EXERCISE OBJECTIVE » Which lines of the records below contain the word "ring"? Copy each of them out.

Per-instance keypoint data:

━━━━━━━━━━

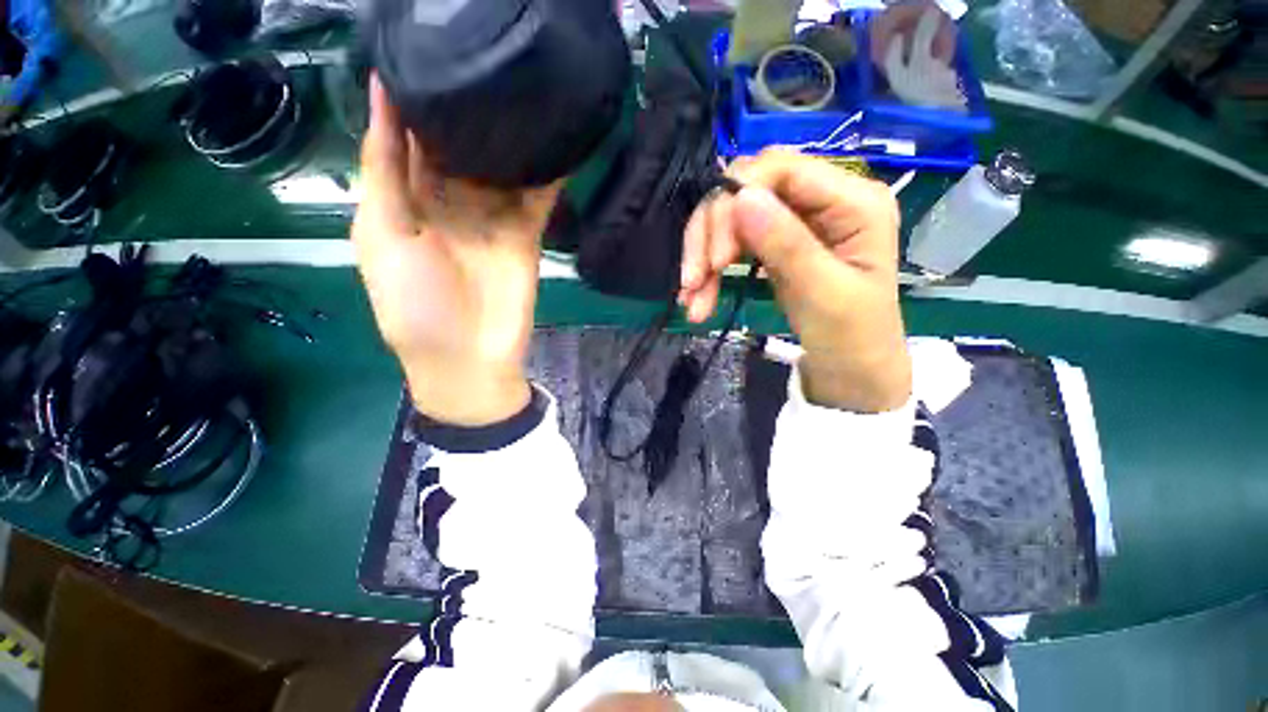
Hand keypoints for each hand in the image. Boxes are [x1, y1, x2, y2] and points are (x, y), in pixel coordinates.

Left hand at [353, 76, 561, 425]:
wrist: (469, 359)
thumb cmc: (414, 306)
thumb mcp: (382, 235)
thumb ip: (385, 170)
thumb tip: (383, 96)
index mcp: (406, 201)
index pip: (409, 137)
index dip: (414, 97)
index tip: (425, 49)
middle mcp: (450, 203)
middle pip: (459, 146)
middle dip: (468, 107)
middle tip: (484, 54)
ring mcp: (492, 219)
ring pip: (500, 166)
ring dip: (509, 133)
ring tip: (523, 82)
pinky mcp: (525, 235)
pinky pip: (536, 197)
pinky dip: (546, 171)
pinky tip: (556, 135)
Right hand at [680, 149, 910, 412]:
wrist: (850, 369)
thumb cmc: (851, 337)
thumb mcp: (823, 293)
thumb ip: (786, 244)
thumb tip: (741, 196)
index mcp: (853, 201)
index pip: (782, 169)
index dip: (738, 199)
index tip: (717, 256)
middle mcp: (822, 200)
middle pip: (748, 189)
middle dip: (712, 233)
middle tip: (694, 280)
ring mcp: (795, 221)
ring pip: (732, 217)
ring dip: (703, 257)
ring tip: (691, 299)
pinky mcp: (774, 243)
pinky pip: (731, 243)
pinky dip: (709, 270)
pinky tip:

━━━━━━━━━━

SOLVED EXERCISE »
ring mcp: (492, 219)
ring pip: (500, 166)
ring dip: (509, 133)
ring tip: (523, 82)
ring mcp: (795, 221)
ring pip: (732, 217)
ring dip: (703, 257)
ring tip: (691, 299)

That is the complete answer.